1933 Sanella Babe Ruth—from the Handbuch des Sports Album, Part III

1933 Sanella Babe Ruth

The older the subject, the more challenging it is to add to the discourse. There is nothing new under the home run, and few names are as instantly recognizable in baseball as the legendary George Herman Ruth—otherwise an archetype, as “the Babe.” Actually, Ruth’s reputation precedes him so that he has garnered several additional monikers. In one memorable scene from popular film, the young misfits in The Sandlot (1993) cycle through a list of the alternate names, each title an attempt to convey Ruth’s hard-hitting renown: “The sultan of swat!”; “The king of crash!”; “The colossus of clout!”; “The great Bambino!”

Here’s a man. Here’s a man with more noms de guerre than a prince or king. Here’s a man during his career with easily more mentions in newspapers than his extraordinary number of homeruns. Here’s a man whose name graced more endorsement contracts than any athlete before him. Anyone care for some Red Rock Cola, Murphy-Rich soap, or All American Athletic Underwear? What about tobacco? The Babe peddled for Old Gold Cigarettes and Pinch Hit Tobacco, too. With a wide range of Ruth biographies, baseball histories, and young adult and children’s titles, there’s also not any shortage of Babe Ruth publishing products. So, again, Ruth being so popular a personality in life and in death, is there anything left that’s new to say?

I’ll kill the suspense: no, there’s probably not.

However, this 1933 Sanella Babe Ruth card may be new to you—that is unless you’re the kind of collector with a ludicrous desire and improbable goal to acquire a pre-WWII Ruth card whilst on a trading card budget as tight as the skinny man’s pants worn by a fat man. But that only makes the rare purchase, the rare deal, all the more special. Even better for “the poor collector”: a lump sum of $80-85 will occasionally yield not merely this meticulously crafted card, hand-colored in the pre-press process and issued during Ruth’s playing days, but also the full 1933 Sanella set with its official Handbuch des Sports album.

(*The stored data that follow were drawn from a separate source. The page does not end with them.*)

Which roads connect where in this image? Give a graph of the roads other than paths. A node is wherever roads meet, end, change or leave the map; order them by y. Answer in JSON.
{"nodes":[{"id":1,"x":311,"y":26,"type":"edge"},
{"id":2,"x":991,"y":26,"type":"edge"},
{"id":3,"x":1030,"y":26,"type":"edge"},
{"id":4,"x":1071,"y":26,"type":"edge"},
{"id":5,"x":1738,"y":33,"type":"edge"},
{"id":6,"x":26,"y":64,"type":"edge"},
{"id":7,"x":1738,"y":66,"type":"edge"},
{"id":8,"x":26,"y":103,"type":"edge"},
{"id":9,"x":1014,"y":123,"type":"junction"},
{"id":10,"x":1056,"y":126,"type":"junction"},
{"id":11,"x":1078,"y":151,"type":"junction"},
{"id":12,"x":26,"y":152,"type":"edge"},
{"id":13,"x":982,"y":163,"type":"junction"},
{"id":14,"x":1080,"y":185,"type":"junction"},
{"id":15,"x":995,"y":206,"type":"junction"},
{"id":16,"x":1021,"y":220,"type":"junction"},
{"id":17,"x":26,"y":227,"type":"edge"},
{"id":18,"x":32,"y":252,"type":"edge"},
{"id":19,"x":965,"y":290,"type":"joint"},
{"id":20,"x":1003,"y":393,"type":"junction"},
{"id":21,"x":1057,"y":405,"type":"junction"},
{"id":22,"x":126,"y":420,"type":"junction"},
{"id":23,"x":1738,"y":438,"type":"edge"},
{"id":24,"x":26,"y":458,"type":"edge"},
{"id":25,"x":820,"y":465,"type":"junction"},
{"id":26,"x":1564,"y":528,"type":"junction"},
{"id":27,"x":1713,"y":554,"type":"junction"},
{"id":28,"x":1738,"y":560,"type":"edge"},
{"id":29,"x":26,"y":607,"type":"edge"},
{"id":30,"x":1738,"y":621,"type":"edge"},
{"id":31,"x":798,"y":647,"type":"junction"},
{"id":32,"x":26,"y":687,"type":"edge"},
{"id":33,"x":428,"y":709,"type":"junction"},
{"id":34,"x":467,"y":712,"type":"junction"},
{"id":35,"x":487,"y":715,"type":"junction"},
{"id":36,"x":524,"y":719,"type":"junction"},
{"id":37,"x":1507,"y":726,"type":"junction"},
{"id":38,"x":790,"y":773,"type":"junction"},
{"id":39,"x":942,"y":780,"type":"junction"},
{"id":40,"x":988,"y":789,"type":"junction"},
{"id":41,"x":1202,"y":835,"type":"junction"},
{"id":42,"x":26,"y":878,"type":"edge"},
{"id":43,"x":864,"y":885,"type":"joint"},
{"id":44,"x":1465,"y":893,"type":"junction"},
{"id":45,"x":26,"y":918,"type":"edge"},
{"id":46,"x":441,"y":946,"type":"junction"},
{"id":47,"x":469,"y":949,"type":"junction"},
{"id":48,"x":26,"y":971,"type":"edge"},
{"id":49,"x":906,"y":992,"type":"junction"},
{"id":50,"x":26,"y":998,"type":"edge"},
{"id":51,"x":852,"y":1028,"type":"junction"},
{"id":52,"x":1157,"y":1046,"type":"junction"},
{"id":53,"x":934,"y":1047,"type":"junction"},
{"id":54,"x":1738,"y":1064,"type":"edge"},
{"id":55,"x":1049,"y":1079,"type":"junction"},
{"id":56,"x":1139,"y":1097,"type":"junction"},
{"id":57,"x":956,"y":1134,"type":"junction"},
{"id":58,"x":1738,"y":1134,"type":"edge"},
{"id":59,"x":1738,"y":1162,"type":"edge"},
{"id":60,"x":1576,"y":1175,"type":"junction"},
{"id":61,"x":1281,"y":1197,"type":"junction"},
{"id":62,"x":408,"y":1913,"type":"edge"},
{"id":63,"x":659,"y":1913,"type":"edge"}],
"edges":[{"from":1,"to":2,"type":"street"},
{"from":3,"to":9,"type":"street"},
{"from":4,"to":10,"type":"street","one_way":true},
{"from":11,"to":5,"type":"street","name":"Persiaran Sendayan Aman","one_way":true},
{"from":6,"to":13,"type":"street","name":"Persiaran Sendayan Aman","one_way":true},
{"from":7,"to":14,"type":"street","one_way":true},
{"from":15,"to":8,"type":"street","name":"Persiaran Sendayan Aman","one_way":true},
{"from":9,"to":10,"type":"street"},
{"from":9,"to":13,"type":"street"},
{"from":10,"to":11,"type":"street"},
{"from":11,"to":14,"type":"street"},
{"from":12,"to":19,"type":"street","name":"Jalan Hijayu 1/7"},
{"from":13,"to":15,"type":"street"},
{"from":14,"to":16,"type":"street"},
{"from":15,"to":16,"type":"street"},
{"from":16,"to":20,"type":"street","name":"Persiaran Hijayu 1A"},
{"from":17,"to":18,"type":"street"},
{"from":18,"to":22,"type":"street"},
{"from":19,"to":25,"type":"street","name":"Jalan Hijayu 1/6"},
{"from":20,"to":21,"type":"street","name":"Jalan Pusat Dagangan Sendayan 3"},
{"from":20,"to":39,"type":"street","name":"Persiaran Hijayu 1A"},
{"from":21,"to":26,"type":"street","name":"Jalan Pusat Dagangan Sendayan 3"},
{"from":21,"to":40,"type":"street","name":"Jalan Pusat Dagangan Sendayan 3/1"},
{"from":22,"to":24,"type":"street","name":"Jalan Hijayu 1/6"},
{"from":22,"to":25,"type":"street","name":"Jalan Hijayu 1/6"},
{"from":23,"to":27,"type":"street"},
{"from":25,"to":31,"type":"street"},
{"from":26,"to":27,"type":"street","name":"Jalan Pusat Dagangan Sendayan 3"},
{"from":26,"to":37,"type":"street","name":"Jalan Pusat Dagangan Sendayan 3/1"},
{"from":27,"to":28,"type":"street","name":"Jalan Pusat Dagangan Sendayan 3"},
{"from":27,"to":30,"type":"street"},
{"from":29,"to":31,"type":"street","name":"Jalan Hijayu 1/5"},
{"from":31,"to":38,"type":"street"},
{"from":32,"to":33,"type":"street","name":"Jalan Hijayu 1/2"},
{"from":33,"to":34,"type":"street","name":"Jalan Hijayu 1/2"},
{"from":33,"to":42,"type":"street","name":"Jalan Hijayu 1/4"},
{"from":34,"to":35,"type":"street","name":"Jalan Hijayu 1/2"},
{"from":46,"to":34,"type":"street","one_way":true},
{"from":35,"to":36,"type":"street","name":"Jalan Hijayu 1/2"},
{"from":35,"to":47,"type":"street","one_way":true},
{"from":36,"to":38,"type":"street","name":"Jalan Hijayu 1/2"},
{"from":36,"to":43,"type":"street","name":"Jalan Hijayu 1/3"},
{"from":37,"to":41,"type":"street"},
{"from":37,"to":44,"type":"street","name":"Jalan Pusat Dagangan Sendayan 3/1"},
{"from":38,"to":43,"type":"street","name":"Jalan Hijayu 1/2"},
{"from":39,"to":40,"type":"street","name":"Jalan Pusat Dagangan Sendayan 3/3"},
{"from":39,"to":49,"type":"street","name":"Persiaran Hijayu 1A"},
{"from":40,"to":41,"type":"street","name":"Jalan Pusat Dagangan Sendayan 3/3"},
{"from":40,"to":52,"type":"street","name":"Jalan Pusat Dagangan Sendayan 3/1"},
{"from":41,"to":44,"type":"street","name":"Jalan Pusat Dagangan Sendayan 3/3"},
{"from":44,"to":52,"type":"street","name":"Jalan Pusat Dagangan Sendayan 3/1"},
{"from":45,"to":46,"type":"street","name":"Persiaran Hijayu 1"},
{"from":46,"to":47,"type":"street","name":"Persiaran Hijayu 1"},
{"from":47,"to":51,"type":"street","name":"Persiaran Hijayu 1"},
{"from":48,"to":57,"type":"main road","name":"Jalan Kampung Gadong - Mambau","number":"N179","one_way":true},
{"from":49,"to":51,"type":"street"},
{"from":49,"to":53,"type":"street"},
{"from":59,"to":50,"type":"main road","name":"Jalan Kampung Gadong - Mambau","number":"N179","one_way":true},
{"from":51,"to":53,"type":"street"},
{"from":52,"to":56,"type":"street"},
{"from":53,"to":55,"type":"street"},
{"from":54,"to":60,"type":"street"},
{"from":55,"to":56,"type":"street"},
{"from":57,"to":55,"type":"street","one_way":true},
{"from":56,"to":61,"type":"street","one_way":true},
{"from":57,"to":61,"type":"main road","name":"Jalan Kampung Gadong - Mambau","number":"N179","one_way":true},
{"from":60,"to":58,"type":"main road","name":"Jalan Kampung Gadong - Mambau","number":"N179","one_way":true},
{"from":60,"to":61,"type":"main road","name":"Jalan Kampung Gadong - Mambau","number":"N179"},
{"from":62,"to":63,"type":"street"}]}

Like the rest of its set, the 1933 Sanella Ruth is not particularly rare or very valuable, especially compared to earlier, more coveted Ruth issues. Criminy! The flimsy stock isn’t actually cardboard; it’s really more paper than card. Even the nearly identical Astra variation carries a significantly higher price than the Sanella one. Then there’s the obvious sticky point that it’s not American but German, though perhaps that’s all the more appropriate since Ruth’s parentage was German-American.

But let’s face it: no matter how precious, prized, or exorbitantly priced a 1933 Goudey Ruth or 1914 Baltimore News rookie card of Ruth may be, these frail portraits in miniature will never manage to truly convey the enormity and vitality of Ruth’s life. The often weathered substance and time-muted color palette of these artifacts do even less so to capture, contain the icon. The 1933 Sanella is no different when it comes to such shortcomings.

That’s not at all to diminish the intrinsic worth of these cards. Their mere existence today, the perseverance to survive the passing of various stewards whose watchful care must always at some point cease before transition to some new, more watchful sentinel—this culture of cards alone is a testament to Ruth’s life and heritage.

He mattered. And that fact is abundantly clear in every one of his surviving vintage cards, no matter the state of pristine condition or decay. That’s clear, too, in the 1933 Sanella issued by his ancestors’ homeland.

Like most products (indeed all trading cards) to feature Babe Ruth, the Sanella card focuses on a positive quality or moment of triumph, instead of some flaw or folly. Surely it was not a pretty sight when a man of Ruth’s size whiffed at a pitch and struck out, as he almost necessarily did in that stellar year of 1927, for example, with 89 strike outs. There’s none of that here. The still image glorifies Ruth when he was at his best, an apparent instant after full contact and thunderclap: on a stage laid in earth and grass, with a “Hotel Congress” billboard for the set’s stark backdrop, and before an audience all aquiver as a hazy array of apple blossoms. Here Ruth’s follow-through form is less slugger than ballet artist for the ages.